Misrecognition or unrecognized situations can be avoided, and the recognition rate can be improved.

In addition, in the description of the above embodiment, an example was explained in which the array pattern and the reference pattern were configured as C3X3, but the configuration is not limited to this.
) can be configured as appropriate.

〔Effect of the invention〕

As described above, in the present invention, the image signal extracted by the image processing device is temporarily stored in a predetermined storage section of the storage device,
After that, the image signal is corrected, and the corrected image signal is stored in an attached storage section attached to the predetermined storage section, so that a large amount of data can be handled.
Furthermore, it is possible to avoid erroneous recognition or unrecognized situations in the recognition process, and it is possible to improve the recognition rate.

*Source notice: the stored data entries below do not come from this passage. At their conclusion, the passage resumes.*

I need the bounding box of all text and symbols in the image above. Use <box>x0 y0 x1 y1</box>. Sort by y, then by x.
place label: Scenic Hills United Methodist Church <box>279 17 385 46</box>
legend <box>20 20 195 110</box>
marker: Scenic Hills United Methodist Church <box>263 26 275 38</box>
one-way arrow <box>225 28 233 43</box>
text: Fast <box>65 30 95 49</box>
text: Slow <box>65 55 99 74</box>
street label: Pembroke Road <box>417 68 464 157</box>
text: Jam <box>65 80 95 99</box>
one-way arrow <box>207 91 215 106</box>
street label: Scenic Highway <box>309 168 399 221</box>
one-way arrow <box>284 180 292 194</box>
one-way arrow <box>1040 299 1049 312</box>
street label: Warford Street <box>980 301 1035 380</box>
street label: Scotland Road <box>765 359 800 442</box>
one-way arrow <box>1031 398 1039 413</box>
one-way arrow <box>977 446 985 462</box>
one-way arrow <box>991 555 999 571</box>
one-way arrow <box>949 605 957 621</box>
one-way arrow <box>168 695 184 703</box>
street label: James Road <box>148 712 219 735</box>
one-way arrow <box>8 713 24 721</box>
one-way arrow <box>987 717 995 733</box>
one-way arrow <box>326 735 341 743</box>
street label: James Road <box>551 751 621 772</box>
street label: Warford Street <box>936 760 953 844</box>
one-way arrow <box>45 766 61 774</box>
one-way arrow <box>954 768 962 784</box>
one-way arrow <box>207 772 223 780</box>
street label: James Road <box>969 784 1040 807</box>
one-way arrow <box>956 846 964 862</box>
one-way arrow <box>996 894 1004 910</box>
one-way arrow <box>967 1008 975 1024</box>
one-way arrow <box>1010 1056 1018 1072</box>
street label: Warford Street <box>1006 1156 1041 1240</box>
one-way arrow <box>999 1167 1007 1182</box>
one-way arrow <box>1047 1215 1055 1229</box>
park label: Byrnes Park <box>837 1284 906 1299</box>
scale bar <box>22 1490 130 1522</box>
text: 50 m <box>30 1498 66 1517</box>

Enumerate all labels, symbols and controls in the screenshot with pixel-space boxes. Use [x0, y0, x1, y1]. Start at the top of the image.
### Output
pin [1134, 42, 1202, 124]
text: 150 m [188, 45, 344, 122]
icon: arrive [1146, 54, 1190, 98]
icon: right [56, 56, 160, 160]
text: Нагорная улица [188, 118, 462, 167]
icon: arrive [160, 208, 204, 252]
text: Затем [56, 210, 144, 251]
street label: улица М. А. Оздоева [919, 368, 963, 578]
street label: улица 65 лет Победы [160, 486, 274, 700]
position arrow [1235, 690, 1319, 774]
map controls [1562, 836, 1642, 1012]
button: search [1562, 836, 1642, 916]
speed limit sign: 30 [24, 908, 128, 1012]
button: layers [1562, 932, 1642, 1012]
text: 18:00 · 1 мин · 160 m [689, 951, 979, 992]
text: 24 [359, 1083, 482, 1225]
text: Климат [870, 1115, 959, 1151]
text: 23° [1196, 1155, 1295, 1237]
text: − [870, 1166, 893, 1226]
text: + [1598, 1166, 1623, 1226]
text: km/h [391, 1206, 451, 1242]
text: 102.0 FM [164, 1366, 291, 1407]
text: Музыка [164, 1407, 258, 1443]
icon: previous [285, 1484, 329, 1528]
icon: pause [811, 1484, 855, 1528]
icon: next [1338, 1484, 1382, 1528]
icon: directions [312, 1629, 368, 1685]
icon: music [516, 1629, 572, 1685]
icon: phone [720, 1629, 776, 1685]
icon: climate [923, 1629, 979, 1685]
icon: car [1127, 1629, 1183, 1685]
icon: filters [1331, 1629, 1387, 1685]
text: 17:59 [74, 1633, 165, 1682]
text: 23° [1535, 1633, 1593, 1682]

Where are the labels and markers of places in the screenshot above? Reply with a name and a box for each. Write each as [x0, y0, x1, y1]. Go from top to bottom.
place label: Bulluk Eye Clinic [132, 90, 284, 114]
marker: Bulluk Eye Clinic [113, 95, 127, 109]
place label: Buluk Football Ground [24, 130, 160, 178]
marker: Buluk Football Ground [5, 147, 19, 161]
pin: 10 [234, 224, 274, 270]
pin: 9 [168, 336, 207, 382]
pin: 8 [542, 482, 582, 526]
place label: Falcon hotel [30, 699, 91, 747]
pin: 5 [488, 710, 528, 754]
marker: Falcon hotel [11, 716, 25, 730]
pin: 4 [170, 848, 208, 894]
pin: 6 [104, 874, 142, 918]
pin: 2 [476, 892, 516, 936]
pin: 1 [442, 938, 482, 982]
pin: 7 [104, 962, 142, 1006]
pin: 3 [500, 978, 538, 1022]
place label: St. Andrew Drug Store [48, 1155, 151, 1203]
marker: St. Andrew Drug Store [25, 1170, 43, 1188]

[Brief explanation of drawings]

FIG. 1 is a block diagram of an image preprocessing device according to an embodiment of the present invention, FIG. 2 is an address configuration diagram of the image memory shown in FIG. 1, and FIGS. 3 (L) and (b) are explanatory diagrams of image signals. , 4th
Figures (a), (b), and (C) are configuration diagrams of the reference pattern, and Figure 5 is a system diagram of the figure recognition device. 5... Image memory, 6, 7, 8.10.11...
・Shift register, 9...Mask table.

Claims (1)

[Claims] In an apparatus comprising an image input device for reading a displayed image and a storage device for storing each image signal read by the image input device, each memory installed in the storage device and storing each of the image signals; an attached storage section attached to each of the sections; an arrangement means for arranging the image signals stored in the storage device in a predetermined pattern; An image preprocessing device comprising: a correction means for correcting the image signal; and a storage means for storing each of the image signals corrected by the correction means in the corresponding attached storage section.